> [SUPPLIED INFORMATION]:
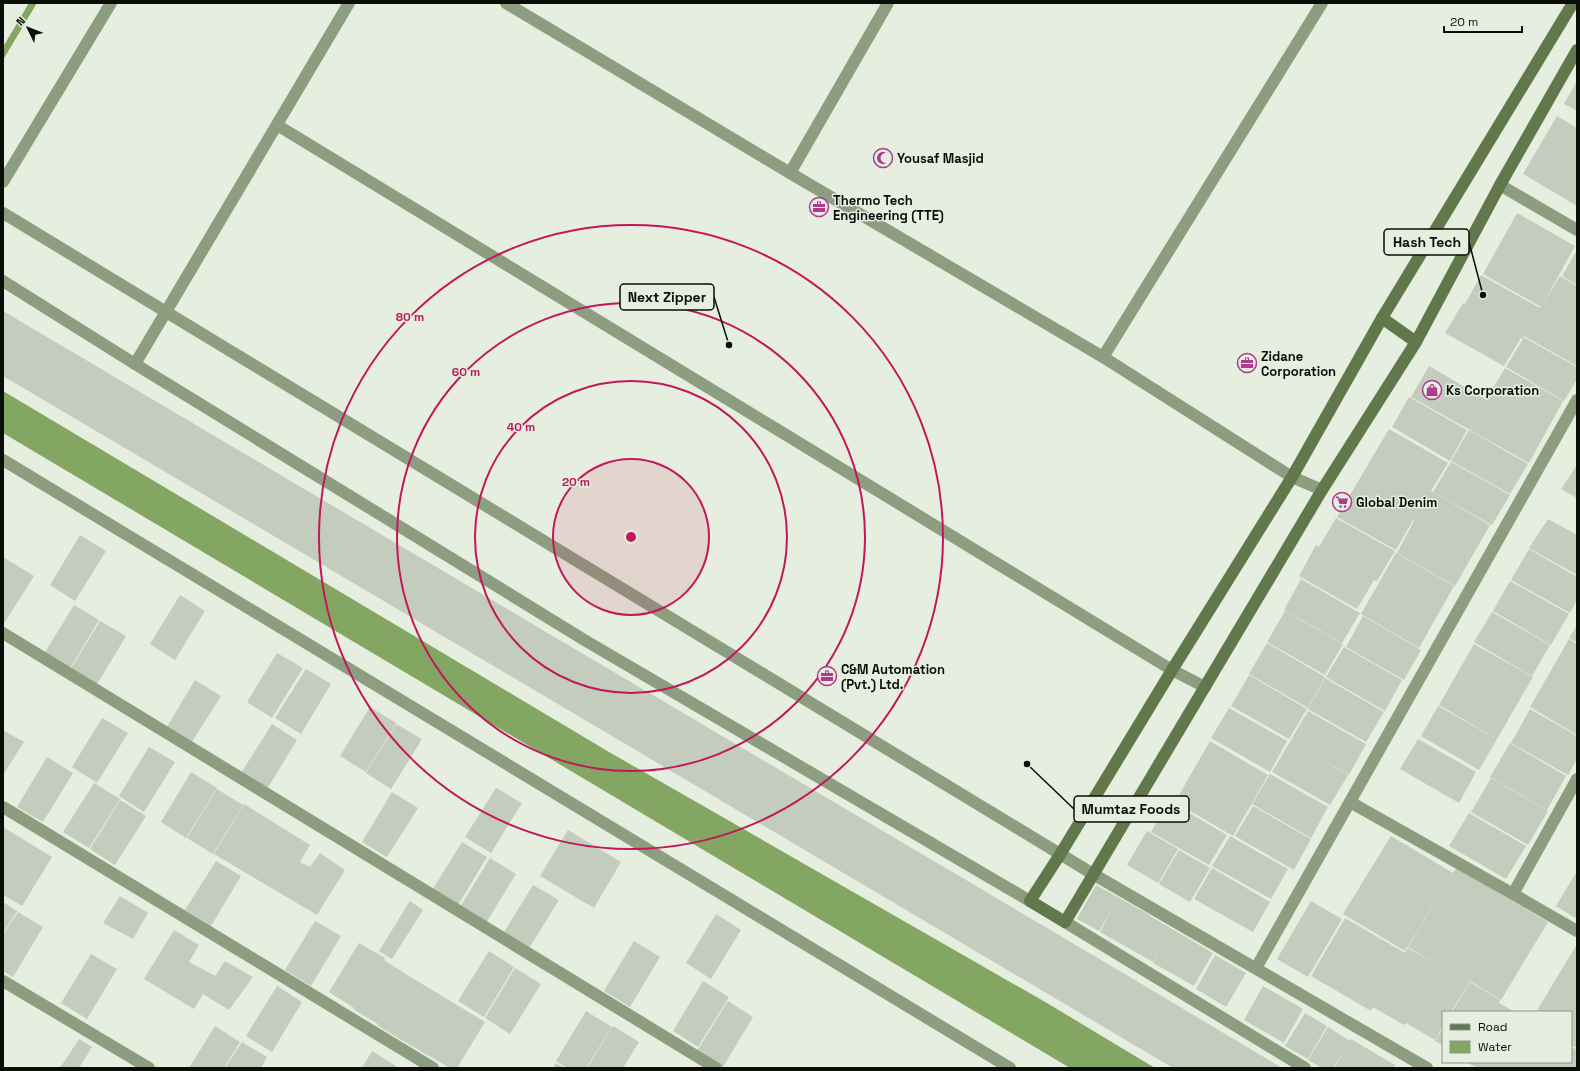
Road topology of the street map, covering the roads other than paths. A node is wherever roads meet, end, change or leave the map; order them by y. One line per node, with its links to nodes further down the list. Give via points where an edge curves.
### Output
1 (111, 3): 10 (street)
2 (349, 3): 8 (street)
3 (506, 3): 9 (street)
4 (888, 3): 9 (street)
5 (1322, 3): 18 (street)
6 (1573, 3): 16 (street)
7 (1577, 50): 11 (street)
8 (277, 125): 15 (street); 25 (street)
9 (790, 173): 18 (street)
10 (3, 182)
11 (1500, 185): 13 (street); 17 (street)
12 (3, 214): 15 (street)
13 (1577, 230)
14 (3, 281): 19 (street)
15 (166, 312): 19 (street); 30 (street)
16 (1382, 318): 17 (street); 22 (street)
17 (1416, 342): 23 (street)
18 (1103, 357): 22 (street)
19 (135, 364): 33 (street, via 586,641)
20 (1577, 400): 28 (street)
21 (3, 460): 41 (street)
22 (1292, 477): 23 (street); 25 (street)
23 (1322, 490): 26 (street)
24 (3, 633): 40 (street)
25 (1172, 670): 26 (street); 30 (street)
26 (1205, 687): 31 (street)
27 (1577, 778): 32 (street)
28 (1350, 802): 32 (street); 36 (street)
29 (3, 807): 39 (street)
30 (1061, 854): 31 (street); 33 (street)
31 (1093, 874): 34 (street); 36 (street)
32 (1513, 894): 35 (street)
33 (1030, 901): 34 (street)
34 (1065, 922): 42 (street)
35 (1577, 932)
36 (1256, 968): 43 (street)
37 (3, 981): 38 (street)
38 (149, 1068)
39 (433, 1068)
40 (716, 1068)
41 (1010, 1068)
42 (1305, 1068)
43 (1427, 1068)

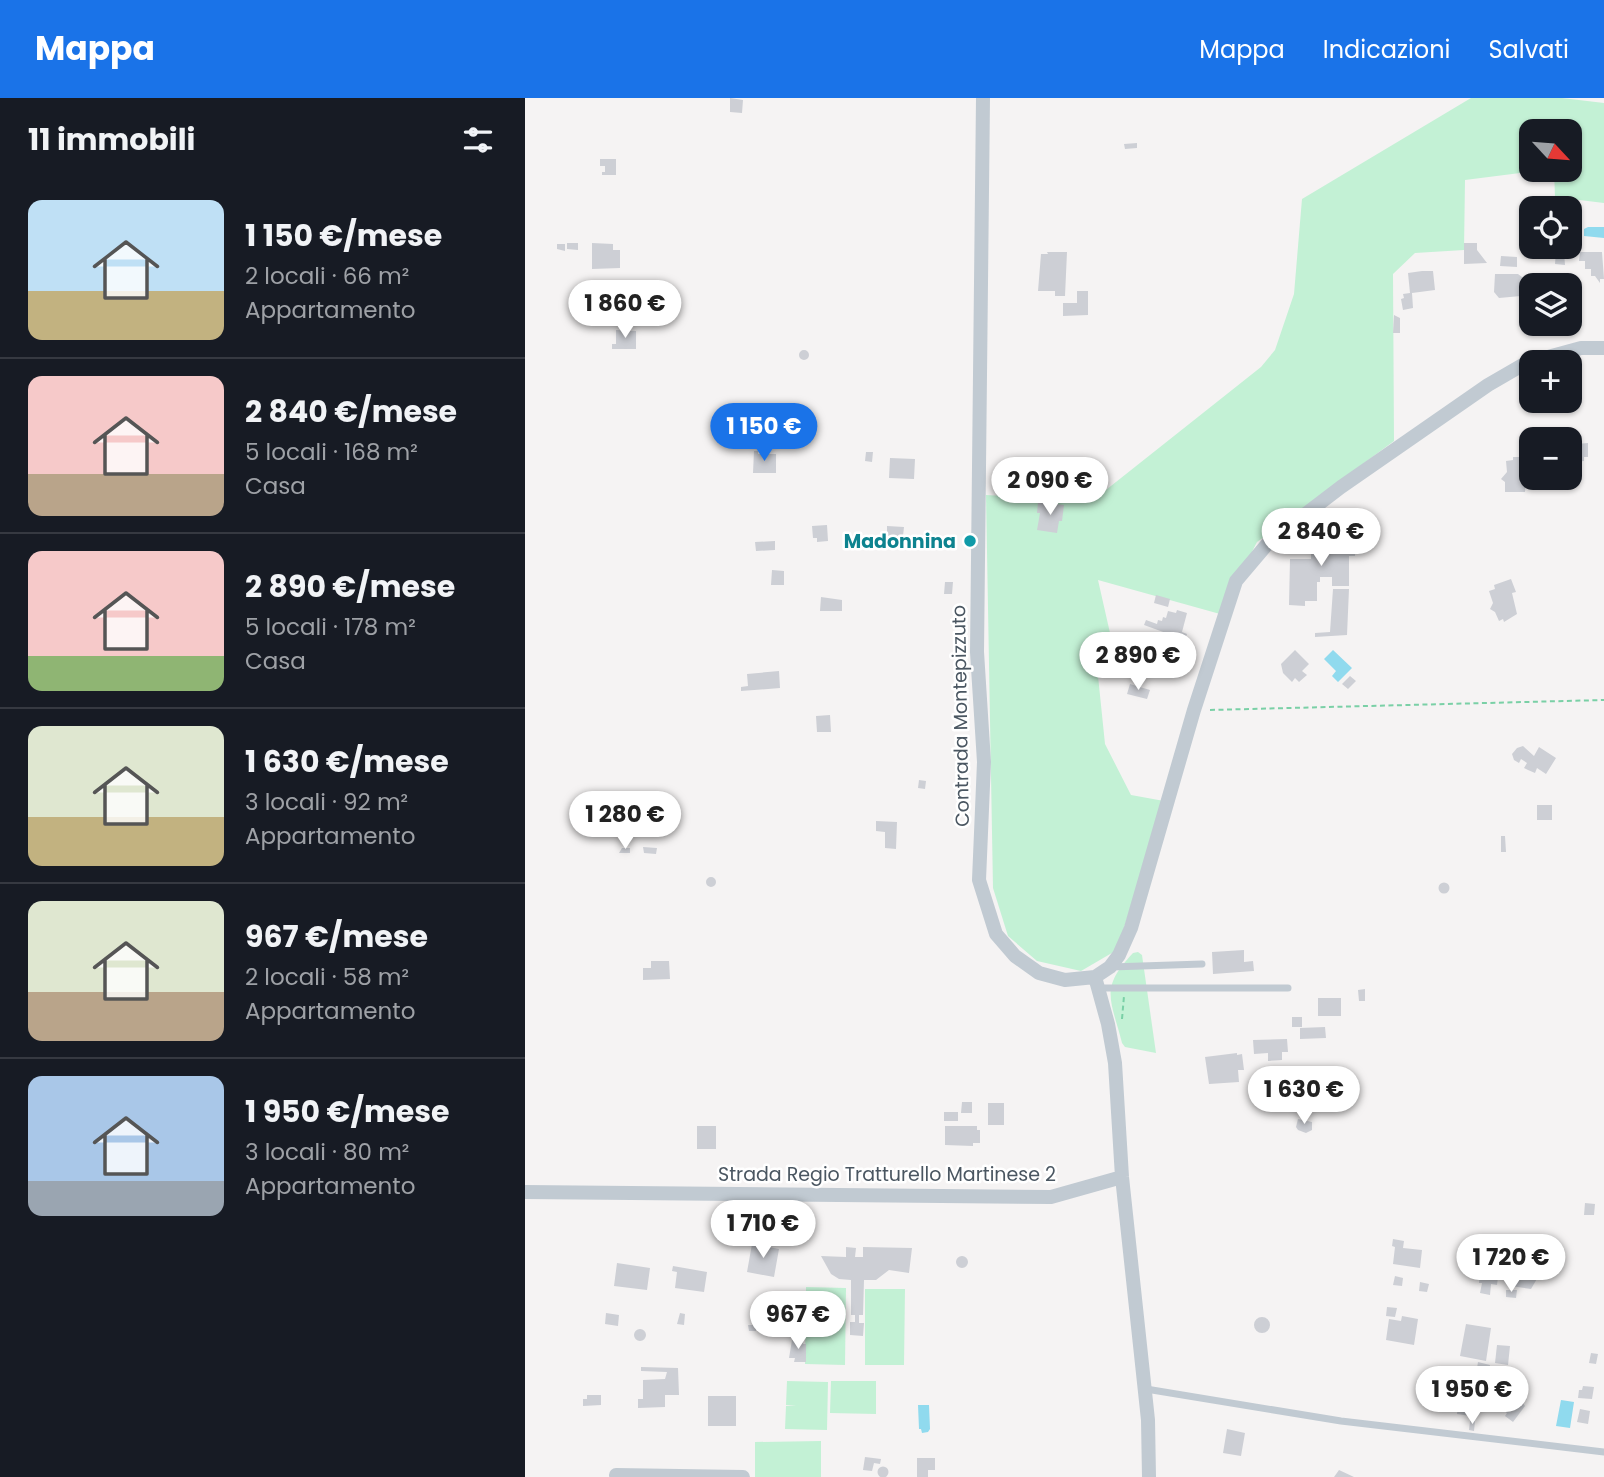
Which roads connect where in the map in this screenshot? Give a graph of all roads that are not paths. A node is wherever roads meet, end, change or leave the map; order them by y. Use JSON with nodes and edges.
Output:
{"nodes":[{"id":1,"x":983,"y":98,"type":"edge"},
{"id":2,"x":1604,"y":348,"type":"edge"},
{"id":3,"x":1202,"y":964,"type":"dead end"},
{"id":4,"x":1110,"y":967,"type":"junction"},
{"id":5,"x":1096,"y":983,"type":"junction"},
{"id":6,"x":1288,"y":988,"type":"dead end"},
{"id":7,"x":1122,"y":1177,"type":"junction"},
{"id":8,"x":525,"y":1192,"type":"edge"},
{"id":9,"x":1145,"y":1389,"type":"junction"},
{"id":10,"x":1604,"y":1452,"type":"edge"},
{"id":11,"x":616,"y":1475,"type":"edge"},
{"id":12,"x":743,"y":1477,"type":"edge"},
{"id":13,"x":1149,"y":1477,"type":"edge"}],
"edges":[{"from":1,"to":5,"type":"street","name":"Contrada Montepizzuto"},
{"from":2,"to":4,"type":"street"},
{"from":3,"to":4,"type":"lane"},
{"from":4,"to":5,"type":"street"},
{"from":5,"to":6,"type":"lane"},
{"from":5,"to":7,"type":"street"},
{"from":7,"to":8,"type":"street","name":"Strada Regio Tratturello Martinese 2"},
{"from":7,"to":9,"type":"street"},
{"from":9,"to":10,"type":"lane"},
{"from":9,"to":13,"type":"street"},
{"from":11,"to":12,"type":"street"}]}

> [PROBLEM TO WORK ON]:
Everything from the line containing "Which roads connect" through the final line of the records is what you should print, exactly and with nothing added.

> [EXERCISE RESPONSE]:
Which roads connect where in the map in this screenshot? Give a graph of all roads that are not paths. A node is wherever roads meet, end, change or leave the map; order them by y. Use JSON with nodes and edges.
Output:
{"nodes":[{"id":1,"x":983,"y":98,"type":"edge"},
{"id":2,"x":1604,"y":348,"type":"edge"},
{"id":3,"x":1202,"y":964,"type":"dead end"},
{"id":4,"x":1110,"y":967,"type":"junction"},
{"id":5,"x":1096,"y":983,"type":"junction"},
{"id":6,"x":1288,"y":988,"type":"dead end"},
{"id":7,"x":1122,"y":1177,"type":"junction"},
{"id":8,"x":525,"y":1192,"type":"edge"},
{"id":9,"x":1145,"y":1389,"type":"junction"},
{"id":10,"x":1604,"y":1452,"type":"edge"},
{"id":11,"x":616,"y":1475,"type":"edge"},
{"id":12,"x":743,"y":1477,"type":"edge"},
{"id":13,"x":1149,"y":1477,"type":"edge"}],
"edges":[{"from":1,"to":5,"type":"street","name":"Contrada Montepizzuto"},
{"from":2,"to":4,"type":"street"},
{"from":3,"to":4,"type":"lane"},
{"from":4,"to":5,"type":"street"},
{"from":5,"to":6,"type":"lane"},
{"from":5,"to":7,"type":"street"},
{"from":7,"to":8,"type":"street","name":"Strada Regio Tratturello Martinese 2"},
{"from":7,"to":9,"type":"street"},
{"from":9,"to":10,"type":"lane"},
{"from":9,"to":13,"type":"street"},
{"from":11,"to":12,"type":"street"}]}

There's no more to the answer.